Like many foreigners, Giles Murray has parlayed his experience with the Japanese language into big bucks - ok, well at least just a book. But before you run off adhering to everything prescribed in this book, PLEASE read this review. It is well worth your time.
There seem to be some good ideas in this book. One that I particularly found helpful (one that I had already intuitively realized) was the hint covered in Chapter 6, "The Synonym Generator". Basically, Mr. Murray recommends that one possess a vast array of words to describe a certain feeling or concept. That way, if one gets a mental block and is not able to remember one expression, they can dip into their bag of tricks and express themselves in another way. Another chapter where Mr. Murray discusses how to "describe your way" out of a jam when you can't think of a word in Japanese is EXCELLENT advice. This is more or less a survival Japanese tactic, but comes in handy for advanced students as well. Rather than sitting in a conversation with a dead look on your face, it's best to dumb it down, if for nothing else, to keep the conversation moving.
What I caution you to NOT follow, however, is Mr. Murray's advice regarding gairaigo, or loan words. There are thousands and thousands of directly borrowed and some slightly altered English words used in the Japanese language. While every student should become aware of their existence and correct usage, you should ABSOLUTELY NOT use them with the frequency that Mr. Murray suggests. You will do so at your own linguistic peril. For, you see, American (and British, Australian, etc.) students who rely on these words tend to not learn the Japanese equivalents. They also tend to use a disproportionate amount of them in their speech. I heard a figure one time saying that a MAXIMUM of 13% of a Japanese person's daily conversation is composed of loan words. This is a maximum, mind you.

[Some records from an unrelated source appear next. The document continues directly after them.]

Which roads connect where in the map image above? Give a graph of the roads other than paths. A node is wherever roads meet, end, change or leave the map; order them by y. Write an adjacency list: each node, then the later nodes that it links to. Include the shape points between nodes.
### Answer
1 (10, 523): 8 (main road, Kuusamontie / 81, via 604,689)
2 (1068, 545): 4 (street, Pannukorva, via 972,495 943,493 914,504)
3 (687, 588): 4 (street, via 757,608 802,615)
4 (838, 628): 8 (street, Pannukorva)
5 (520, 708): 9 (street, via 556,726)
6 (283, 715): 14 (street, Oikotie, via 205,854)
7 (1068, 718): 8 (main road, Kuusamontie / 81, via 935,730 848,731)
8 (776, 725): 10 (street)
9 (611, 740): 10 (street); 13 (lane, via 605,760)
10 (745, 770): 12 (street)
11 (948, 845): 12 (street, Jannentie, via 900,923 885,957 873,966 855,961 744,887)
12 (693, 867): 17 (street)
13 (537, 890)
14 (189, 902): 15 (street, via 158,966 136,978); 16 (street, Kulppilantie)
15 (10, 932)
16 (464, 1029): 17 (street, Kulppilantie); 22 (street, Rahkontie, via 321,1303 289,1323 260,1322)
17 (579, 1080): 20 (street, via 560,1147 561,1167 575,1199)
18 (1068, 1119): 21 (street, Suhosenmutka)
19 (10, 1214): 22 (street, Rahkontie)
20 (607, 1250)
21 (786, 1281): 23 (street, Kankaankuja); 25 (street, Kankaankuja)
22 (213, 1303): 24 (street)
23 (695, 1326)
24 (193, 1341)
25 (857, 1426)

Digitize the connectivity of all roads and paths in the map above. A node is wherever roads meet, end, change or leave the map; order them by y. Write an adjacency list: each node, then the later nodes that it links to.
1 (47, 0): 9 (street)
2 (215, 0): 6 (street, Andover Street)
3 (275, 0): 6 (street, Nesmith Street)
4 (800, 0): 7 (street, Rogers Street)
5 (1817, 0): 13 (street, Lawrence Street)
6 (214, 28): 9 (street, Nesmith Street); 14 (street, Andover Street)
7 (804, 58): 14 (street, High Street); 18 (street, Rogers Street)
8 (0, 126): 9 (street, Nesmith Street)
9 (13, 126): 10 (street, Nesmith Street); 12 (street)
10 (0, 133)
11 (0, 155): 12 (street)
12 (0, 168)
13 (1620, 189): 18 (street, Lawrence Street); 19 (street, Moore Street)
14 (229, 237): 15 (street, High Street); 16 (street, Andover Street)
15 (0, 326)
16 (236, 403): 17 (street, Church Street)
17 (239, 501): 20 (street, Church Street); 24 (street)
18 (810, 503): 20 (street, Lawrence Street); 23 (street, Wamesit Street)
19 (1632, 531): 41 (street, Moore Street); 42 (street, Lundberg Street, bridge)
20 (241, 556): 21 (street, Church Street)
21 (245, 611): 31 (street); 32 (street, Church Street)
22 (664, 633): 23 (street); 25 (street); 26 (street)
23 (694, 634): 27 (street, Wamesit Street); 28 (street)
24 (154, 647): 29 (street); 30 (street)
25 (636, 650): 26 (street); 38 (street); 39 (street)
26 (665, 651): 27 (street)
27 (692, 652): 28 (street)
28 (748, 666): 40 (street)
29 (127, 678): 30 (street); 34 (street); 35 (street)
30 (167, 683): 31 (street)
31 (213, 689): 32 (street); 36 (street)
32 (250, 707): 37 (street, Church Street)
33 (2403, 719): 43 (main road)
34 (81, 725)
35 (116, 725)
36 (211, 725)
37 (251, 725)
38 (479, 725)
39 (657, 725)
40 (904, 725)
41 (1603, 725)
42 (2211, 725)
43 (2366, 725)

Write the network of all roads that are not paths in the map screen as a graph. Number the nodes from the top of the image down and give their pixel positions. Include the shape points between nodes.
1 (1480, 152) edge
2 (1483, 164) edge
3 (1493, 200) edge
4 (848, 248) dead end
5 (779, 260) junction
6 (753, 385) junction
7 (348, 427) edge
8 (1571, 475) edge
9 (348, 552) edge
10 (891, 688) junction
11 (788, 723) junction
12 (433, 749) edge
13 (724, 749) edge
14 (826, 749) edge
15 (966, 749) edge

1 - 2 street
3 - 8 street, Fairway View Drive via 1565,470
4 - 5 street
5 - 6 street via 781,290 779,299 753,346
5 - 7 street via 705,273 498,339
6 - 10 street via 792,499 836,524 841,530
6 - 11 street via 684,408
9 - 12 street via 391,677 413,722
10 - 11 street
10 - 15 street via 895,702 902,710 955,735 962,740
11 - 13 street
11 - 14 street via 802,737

So, not only do you limit your proficiency by depending on loan words, but you also send a signal to the listener that you don't really know the traditional Japanese versions. Furthermore, Japanese tend to linguistically discriminate against foreigners by using these loanwords with them because they don't believe they know the Japanese equivalent. I recall one time being at a station and the manager yelling to me to "chenji (change)" my ticket instead of telling me to "kaeru (change)" the ticket. This is linguistic discrimination - there's no other word for it - and following Mr. Murray's advice will cause Japanese to speak to you with a vocabulary unnaturally heavy in these words.
Don't get me wrong. There are times when they are useful, but DO NOT use them to the extent he recommends. For example, use the word "kyanseru (cancel) suru" for cancel, but DO NOT use the word "happii (happy)" for "shiawase (happy)". The message would get across with the former, but you'll also be displaying your ignorance of TRUE (yip, I said it, Mr. Murray) Japanese (ie kango and wago).
Mr. Murray, who happens to be a copywriter (and copywriters are NOTORIOUS for overimporting English into Japanese), may use these words to a grotesque and unnatural degree, but you shouldn't. Consider yourself warned.